Vicario Parroquia San Miguel Arcángel - Cabo Rojo
“Contemplaron las obras de Dios, sus maravillas en el océano”, dice el Salmista (Ps. 106, 23). En este domingo XII del tiempo ordinario, la fe de los discípulos es puesta a prueba. Una tempestad se levanta en el mar. Las barcas están en aprietos y con ellas sus tripulantes. La desesperación llega a tal punto que la confianza flaquea y el reclamo no se hace esperar: “Maestro, ¿no te importa que nos hundamos?” (Mc 4, 38). El impacto de los que iban a bordo era que Jesús, ante la tormenta duerme. Escucha su reclamo, despierta y manda a callar a los vientos. Desde ese instante se produjo una gran calma y el Señor reclama a los discípulos su incredulidad. Aun hoy el Señor nos reclama. Muchas veces perdemos la fe con cualquier viento que zarandea nuestro corazón.
Nuestro corazón es como la nave del Evangelio. En él llevamos rostros, experiencias, deseos y sobre todo al Señor. Muchas veces nuestro corazón es invitado a “cruzar a la otra orilla” (Mc 4, 35). El Señor como a los discípulos nos invita a cruzar el corazón; a cambiarlo de lugar; a ponerlo en marcha del encuentro con los demás y con Dios. La fe en el Señor nos mueve a “remar mar adentro” (Lc. 5, 4). Nos invita a meternos en la profundidad del amor de Dios. Sin embargo, esa barca que es nuestro corazón será agitada por las tempestades revestidas del pecado, el mundo, la carne y el Maligno. Ya lo decía el autor del libro del Eclesiástico: “hijo si te decides seguir al Señor, prepárate para la prueba” (Sirácide. 2, 1). El Señor nos invita a confiar en su poder a pesar de la fuerza de las olas, de la tempestad y la despiadada lluvia.

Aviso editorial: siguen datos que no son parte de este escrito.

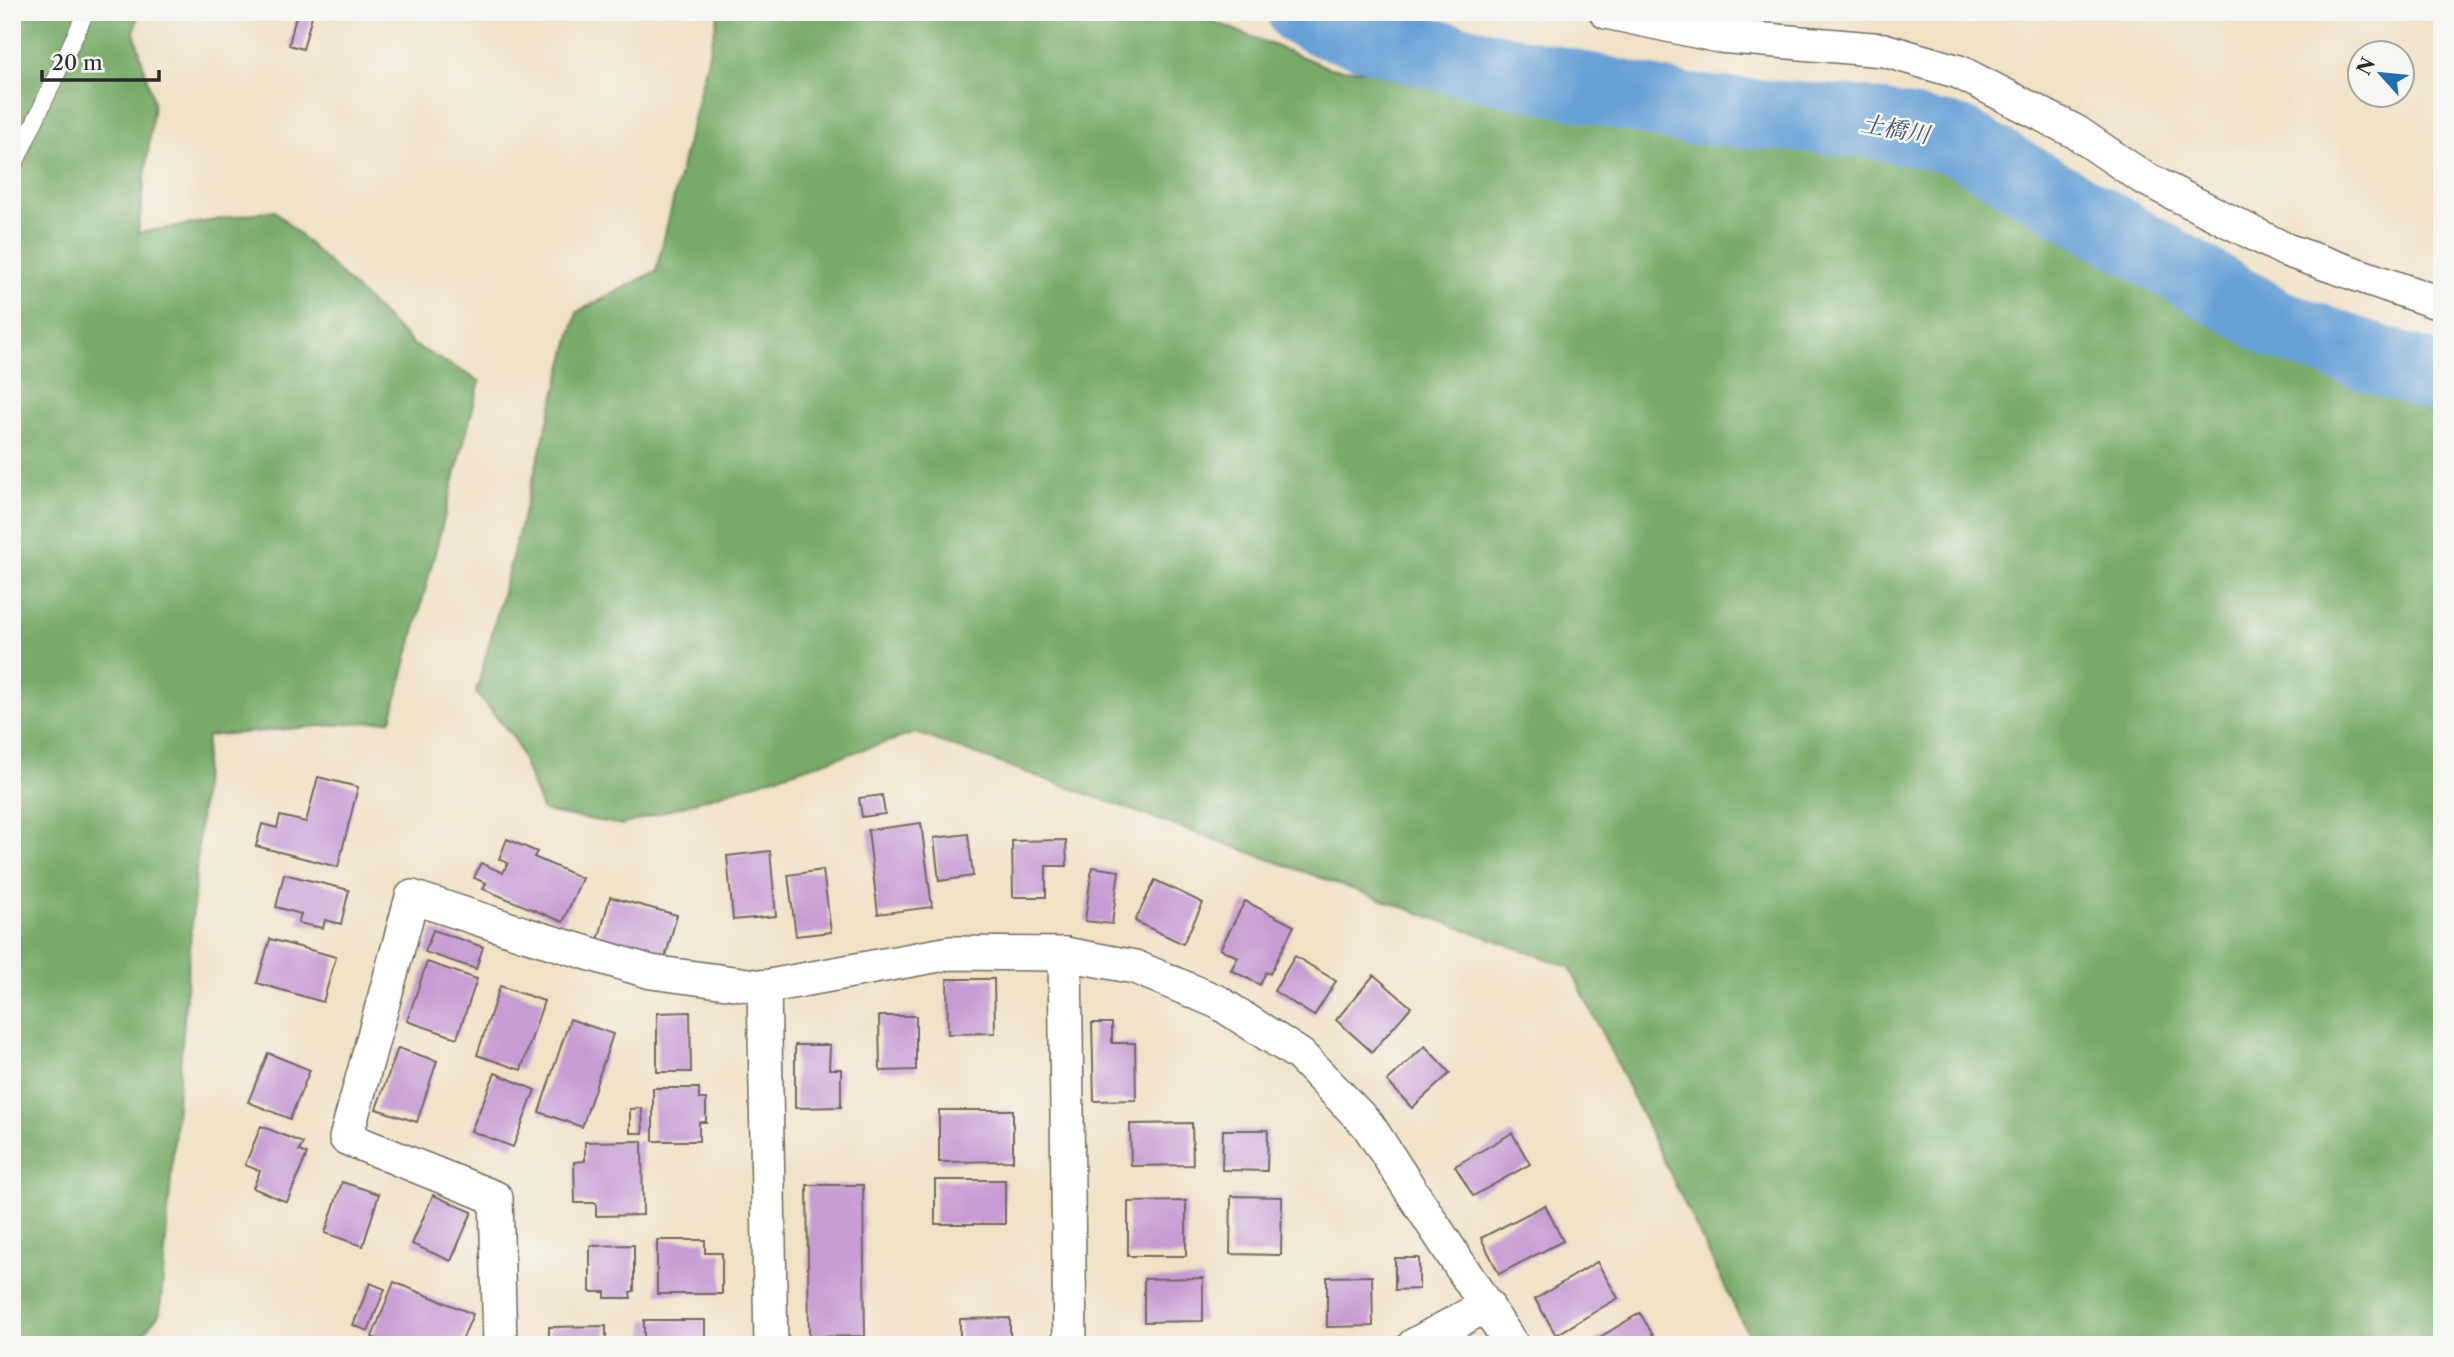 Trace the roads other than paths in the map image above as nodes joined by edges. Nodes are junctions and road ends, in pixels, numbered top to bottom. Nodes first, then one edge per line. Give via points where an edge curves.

El Señor nos da prueba de su fidelidad. Bastaría con ver la vida de Job en la primera lectura. Job enfrentaba una tormenta real en su vida. Había perdido a sus hijos, sus pertenencias, y todo aquello por lo que trabajó toda su vida. Lo más chocante de su vida es que Job no hizo nada malo, fue un hombre justo. Sus amigos y su esposa lo invitaban a maldecir al Señor o aceptar el mal que había realizado. Pero Job tenía su corazón en las manos de Yahvé, Dios. El mismo Señor le consuela y le muestra que su omnipotencia no puede ser superado por la tempestad: “hasta aquí llegarás y no pasarás, aquí se romperá la arrogancia de tus olas” (Job 38, 11).
Quien navega con Cristo no esta a la deriva del naufragio de la vida. Es la promesa que el mismo Jesús hizo a la Iglesia. La Iglesia es la barca de Pedro que ha sido navegada por 21 siglos. Ha tenido que pasar por varias tempestades y dificultades, pero no ha perecido porque Cristo va en ella y la protege. El papa emérito Benedicto XVI en su última Audiencia General celebrada en San Pedro se lo recordaba a los fieles de la diócesis de Roma: “me he sentido como San Pedro con los apóstoles en la barca en el lago de Galilea: el Señor nos ha dado muchos días de sol y de brisa suave, días en los que la pesca ha sido abundante; ha habido también momentos en los que las aguas se agitaban y el viento era contrario, como en toda la historia de la Iglesia, y el Señor parecía dormir. Pero siempre supe que en esa barca estaba el Señor y siempre he sabido que la barca de la Iglesia no es mía, no es nuestra, sino que es suya. Y el Señor no deja que se hunda; es Él quien la conduce, ciertamente también a través de los hombres que ha elegido, pues así lo ha querido” (Benedicto XVI, Audiencia General, 27 de febrero de 2013).
Es tiempo de poner el timón de nuestra vida, de nuestro corazón y de nuestro futuro en Jesucristo. Para llegar a la orilla de la santidad debemos entrar en la barca de la Iglesia junto al mejor marinero. Dejar atrás la orilla que estamos acostumbrados para empezar la aventura de la fe. Cuando decidimos salir de la orilla el Señor nos dice como a los discípulos: duc in altum; navega a lo profundo. Ve tras la barca de la Iglesia, allí encontrarás a Cristo, con Pedro a su cargo. Lancémonos a la aventura de la fe y seremos testigos de la fuerza de Dios. Que María estrella del Mar nos ilumine para navegar al encuentro de Cristo.